A World Lived in the Head
One of the assumptions that unify postliberals is their tendency to equate liberalism and modernity. But modernity, Sleat reminds us, includes developments such as “capitalism, individualism, secularism, pluralism, urbanization and a confidence in political and technological progress underpinned by the instrumentalization of nature inherent in the new science.” And yet the postliberals not only conflate liberalism with modernity in a remarkably undialectical fashion — they refuse to accept that the modernity that they revile emerged out of the premodern ways of life for which they are so nostalgic.
From a Marxist perspective, it’s hard not to read the weaknesses of postliberalism as being symptomatic of what Lauren Field has called the “ideas first” worldview of the contemporary right. In other words, they are old-fashioned idealists. These are figures for whom “beliefs make the world in a more than metaphysical sense.” It is a species of idealism in which the ideology of liberalism obtains immense explanatory importance as the locus of all our ills. According to this outlook, a straight line can be charted from Francis Bacon’s early empiricism to RuPaul’s Drag Race.
The virtue of this worldview is that it allows intellectuals to inflate their significance. Vermeule, for example, can fantasize that a small cadre of dedicated Catholic integralists can take control of the American state while he considers himself a realist because he read Carl Schmitt in the original Nazi.

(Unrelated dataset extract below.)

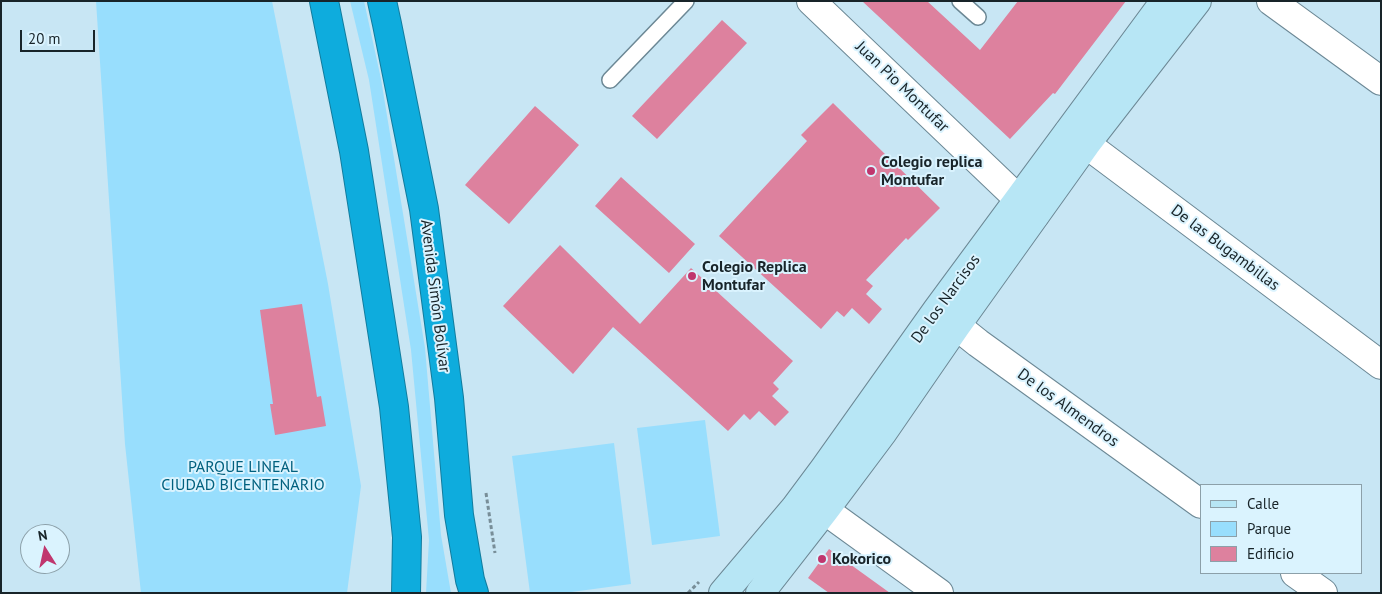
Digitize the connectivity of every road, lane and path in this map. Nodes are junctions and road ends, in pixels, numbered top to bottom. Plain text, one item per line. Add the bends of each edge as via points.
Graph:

These conceptual confusions are not unrelated to the moral failings of postliberalism. It is not always that case that idealism leads to conservatism and far-right politics. There is something clearly true about the Danish philosopher Søren Kierkegaard’s claim that truth is subjectivity and purity of heart is to authentically will one thing. This speaks to the inward dimension of life that is exceptionally precious.

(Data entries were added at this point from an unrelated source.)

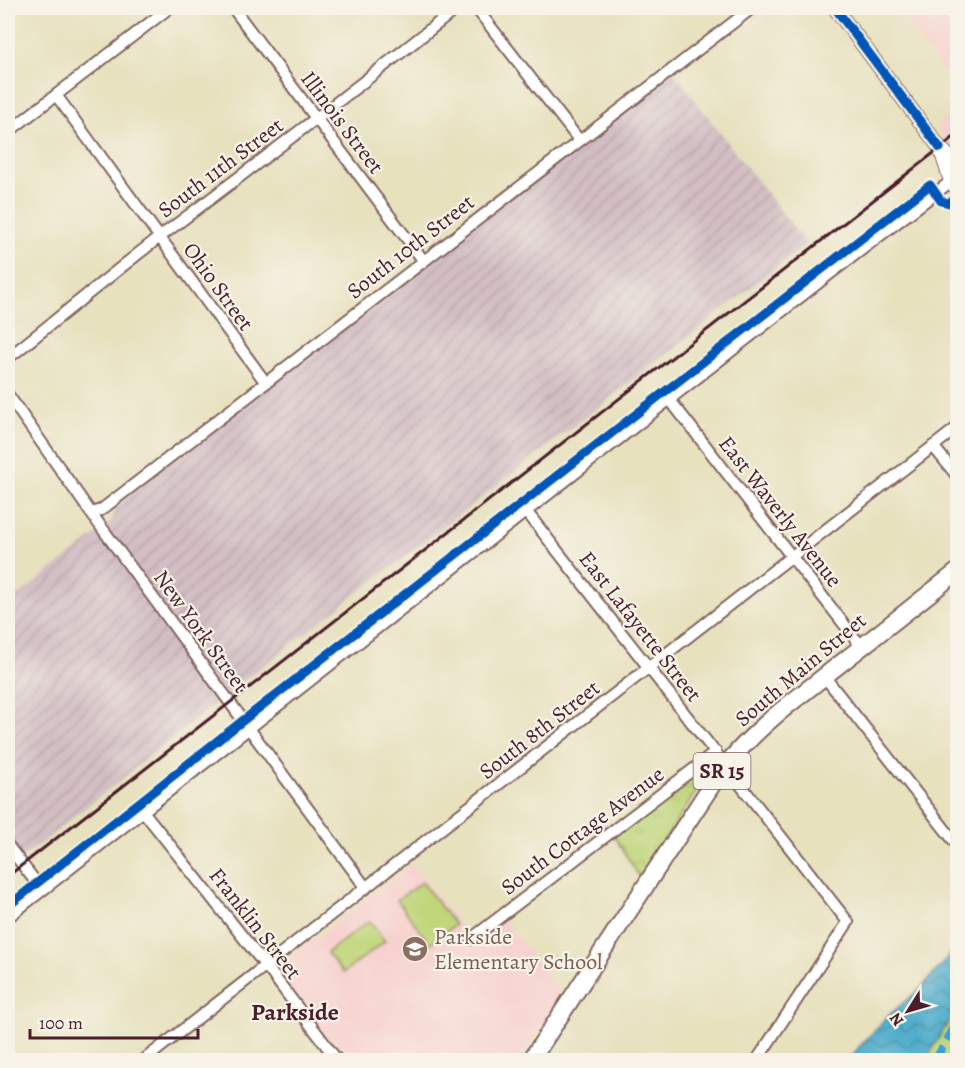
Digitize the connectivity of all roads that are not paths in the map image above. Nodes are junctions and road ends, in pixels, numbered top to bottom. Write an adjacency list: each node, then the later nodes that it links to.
1 (169, 8): 7 (street)
2 (232, 8): 8 (street, Illinois Street)
3 (457, 8): 8 (street, South 11th Street)
4 (476, 8): 10 (street)
5 (752, 8): 10 (street, South 10th Street)
6 (835, 8): 11 (main road)
7 (56, 95): 9 (street); 14 (street, Ohio Street)
8 (315, 118): 14 (street, South 11th Street); 15 (street, Illinois Street)
9 (8, 132)
10 (579, 140): 15 (street, South 10th Street)
11 (940, 148): 12 (main road); 13 (main road)
12 (957, 166)
13 (955, 182): 19 (street)
14 (160, 238): 16 (street, South 11th Street); 17 (street, Ohio Street)
15 (423, 260): 17 (street, South 10th Street)
16 (8, 358)
17 (266, 383): 24 (street, South 10th Street)
18 (8, 395): 24 (street, New York Street)
19 (670, 400): 23 (street); 25 (street, East Waverly Avenue)
20 (957, 427): 21 (street, South 8th Street)
21 (933, 446): 22 (street); 25 (street, South 8th Street)
22 (957, 477)
23 (526, 511): 28 (street, East Lafayette Street); 30 (street)
24 (91, 513): 30 (street, New York Street)
25 (791, 557): 27 (street, East Waverly Avenue); 28 (street, South 8th Street)
26 (957, 571): 27 (main road, South Main Street / SR 15)
27 (861, 646): 29 (main road, South Main Street / SR 15)
28 (649, 667): 31 (street, East Lafayette Street); 35 (street, South 8th Street)
29 (824, 676): 31 (main road, South Main Street / SR 15); 34 (street)
30 (250, 728): 32 (street); 35 (street, New York Street)
31 (721, 759): 38 (street, South Cottage Avenue); 42 (main road, South Main Street / SR 15); 43 (street, East Lafayette Street)
32 (143, 811): 36 (street); 39 (street, Franklin Street)
33 (8, 846): 36 (street)
34 (957, 846)
35 (366, 888): 39 (street, South 8th Street)
36 (42, 890): 37 (street)
37 (8, 917)
38 (471, 939)
39 (266, 966): 40 (street, South 8th Street); 41 (street, Franklin Street)
40 (144, 1060)
41 (337, 1060)
42 (531, 1060)
43 (757, 1060)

Yet a relentless idealism often turns to a prideful sense of elevated difference. This is what the American theologian Reinhold Niebuhr, in The Children of Light and the Children of Darkness, called the
pathetic and true expression of man’s incapacity to comprehend his own finiteness and to achieve full consciousness of the particular and unique quality of his own modes of life. This is the root of his pride; of his tendency to make his own standards the final norms of existence and to judge others for failure to conform to them.
This vice is one of the perennial temptations of conservatism, and why it so often has been described wrongly as little more than man’s oldest quest for a superior moral justification for selfishness. It is not selfishness but pride and vanity that are its failing; pride born of fixating on what divides and elevates some individuals rather than what we share in common.
In Cosmic Connections, Charles Taylor argues that the ethics of modernity is superior to the hierarchical ethics of premodernity. Unlike the ancient and medieval worldview, the modern outlook requires moving away from tribalism and instead emphasizes our universal obligations to all.
This ethic can also be corrupting, as it so often was for many liberals and socialists. But it is in principle so demanding that we’ve yet to establish societies that live up to it. What Taylor doesn’t say enough is that this demanding ethic requires a shift from the kind of idealism that differentiates, to the material shared commonalities of the human experience and weakness Deneen was once more attentive to.
One of the best arguments for socialism is that it accounts for this human frailty better than its rivals. Socialists acknowledge that power corrupts, whether it is economic or political, and so the problem isn’t that one elite rather than another is in charge but that any elite is. It is in this respect truly more revolutionary than what the postliberals offer, while also being more realistic. Socialism is the dream of those who live awake.